Jonathan Lee, of the Auckland investment company Montem & Co, quotes a British friend who worked for Courtaulds and accepted a state grant to open a factory in South Wales.
"He ran it for the period of time, three years or so, that the grants were available. He then closed the factory and got an export grant to export the machinery to India and a grant for the redundancies."
In principle, New Zealand has less reason than some countries to subsidise investment, as in most years we invest about the same proportion of our national income as the Western average, around 20 per cent. In the year to June 2000, it was 19.5 per cent.
Our problem, therefore, is not that we invest too little. It is that we have invested in things that have failed to yield strong economic growth.
This is partly because in 1997 we put 5.7 per cent of our income, or more than a quarter of our total investment, into building and renovating our homes - somewhat higher than the Western average that year of 4.9 per cent.
As a result, we put only 13.8 per cent of our income into non-residential investment, slightly below the Western average of 15.5 per cent. But our effort is still higher than non-residential investment in the US, Germany, Britain, Ireland and six other countries which all grew faster than we did during the 1990s.
So our problem is even more specific. One clue is that in the year to August, only 14.2 per cent of the money we put into non-residential building went into manufacturing, compared with 55.4 per cent for other commercial buildings and 30.3 per cent for education, health and other social buildings.
In Ireland, manufacturing accounts for almost half of all non-residential building. And statistics usually show productivity growing faster in manufacturing than in services, partly because it is much easier to measure the output of physical goods than it is to measure services.

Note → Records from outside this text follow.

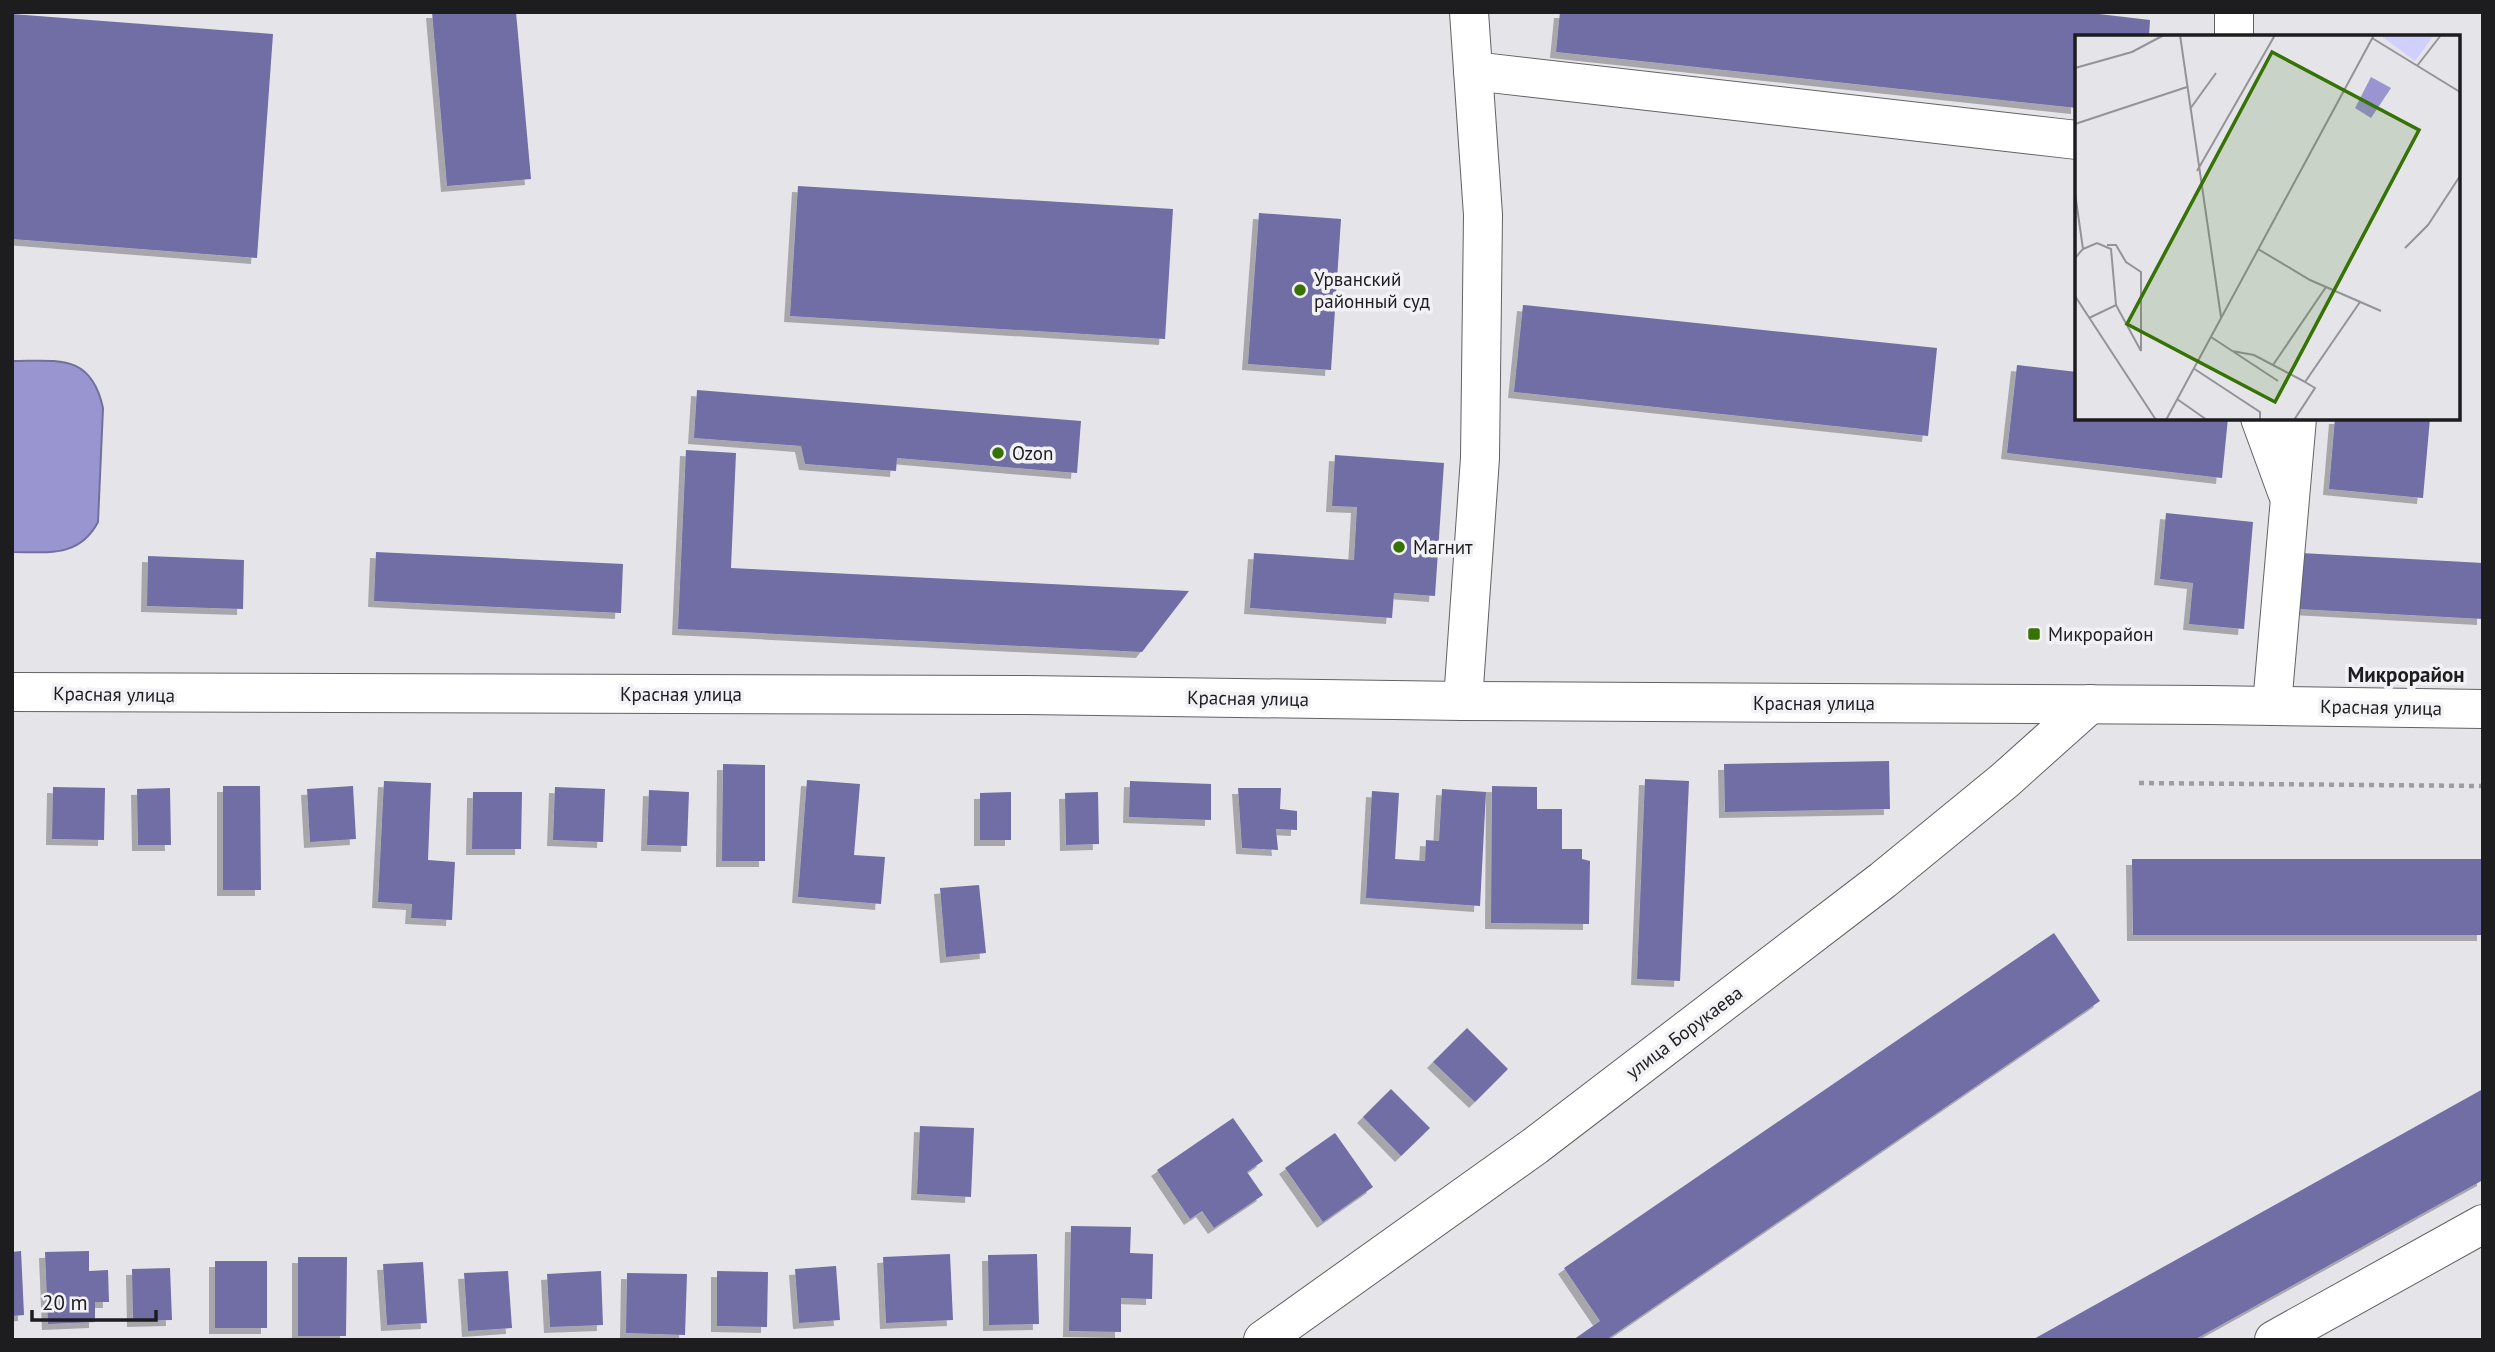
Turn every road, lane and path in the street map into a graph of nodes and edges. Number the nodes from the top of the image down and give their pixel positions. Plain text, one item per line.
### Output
1 (1469, 12) edge
2 (2234, 12) edge
3 (2234, 35) edge
4 (1473, 71) junction
5 (2075, 140) edge
6 (2261, 420) edge
7 (2297, 420) edge
8 (2290, 500) junction
9 (12, 692) edge
10 (1463, 701) junction
11 (2090, 704) junction
12 (2272, 705) junction
13 (2483, 709) edge
14 (2139, 783) dead end
15 (2483, 786) edge
16 (2483, 1224) edge
17 (1263, 1340) edge
18 (2274, 1340) edge

1 - 4 street
2 - 3 street
4 - 5 street
4 - 10 street
6 - 8 street
7 - 8 street
8 - 12 street
9 - 10 street, Красная улица
10 - 11 street, Красная улица
11 - 12 street, Красная улица
11 - 17 street, улица Борукаева
12 - 13 street, Красная улица
14 - 15 path
16 - 18 street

Analysis by the ANZ Bank suggests that a key part of our problem is that our businesses have managed our assets badly. The bank estimates that between 1991 and last year, the top 40 companies on the NZ sharemarket collectively lost $15 billion in economic value, after taking account of the real cost of their capital.

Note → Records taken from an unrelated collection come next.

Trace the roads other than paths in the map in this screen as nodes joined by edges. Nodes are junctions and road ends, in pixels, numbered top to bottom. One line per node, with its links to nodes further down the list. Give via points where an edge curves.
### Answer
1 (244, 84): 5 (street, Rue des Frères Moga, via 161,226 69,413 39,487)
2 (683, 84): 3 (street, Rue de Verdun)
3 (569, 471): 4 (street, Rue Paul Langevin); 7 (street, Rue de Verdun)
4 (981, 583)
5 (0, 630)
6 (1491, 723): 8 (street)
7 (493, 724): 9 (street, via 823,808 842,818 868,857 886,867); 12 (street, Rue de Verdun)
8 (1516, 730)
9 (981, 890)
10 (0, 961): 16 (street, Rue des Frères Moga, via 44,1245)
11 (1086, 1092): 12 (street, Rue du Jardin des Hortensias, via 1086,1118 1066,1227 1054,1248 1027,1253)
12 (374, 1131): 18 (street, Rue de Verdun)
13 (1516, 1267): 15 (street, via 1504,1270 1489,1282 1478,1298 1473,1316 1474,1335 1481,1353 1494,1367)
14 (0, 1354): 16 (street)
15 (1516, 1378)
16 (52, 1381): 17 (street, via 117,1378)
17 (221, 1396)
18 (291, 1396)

Telecom earned its shareholders an increase of $3 billion in real economic value during the period.
But Fletcher Challenge alone lost $8 billion, compared with what its shareholders could have earned by investing their money in other businesses of comparable risk.
"To my knowledge, there is no marketplace anywhere that would tolerate that kind of performance," says ANZ Investment Bank's Joseph Healy.
He says New Zealanders have been been "fixated" on receiving dividends rather than monitoring the real value of their investments. In New Zealand, 95 per cent of companies on the sharemarket pay dividends.
By contrast, only 20 per cent of American companies pay dividends. Most reinvest their profits in growth areas which earn their shareholders real economic value.
Mr Healy suggests that companies should gear executives' pay to changes in the value of businesses.
English-to-Go consultant Christopher Wragge believes we need something like the Canadian Venture Exchange, which was set up last year for companies raising up to $C20 million ($33 million). The exchange maintains details on the performance of all its 2300 companies on a public website (www.cdnx.ca).
"As an investor - because I live off investment income in the NZ sharemarket - for a minority shareholder, all we know is that we are not going to get a straight deal," he says.
Bridget Wickham, who has been running the Great NZ Business Venture contest, says most new businesses such as English-to-Go need advice and "mentoring." As a new board member of Industry NZ, she sees its Investment-Ready and Enterprise Awards schemes helping to fill that gap.
Associate Economic Development Minister Pete Hodgson says the Government will "suck and see" whether its initial measures will be enough. It will then be up to the public to decide whether we are willing to go further and risk taxpayers' money.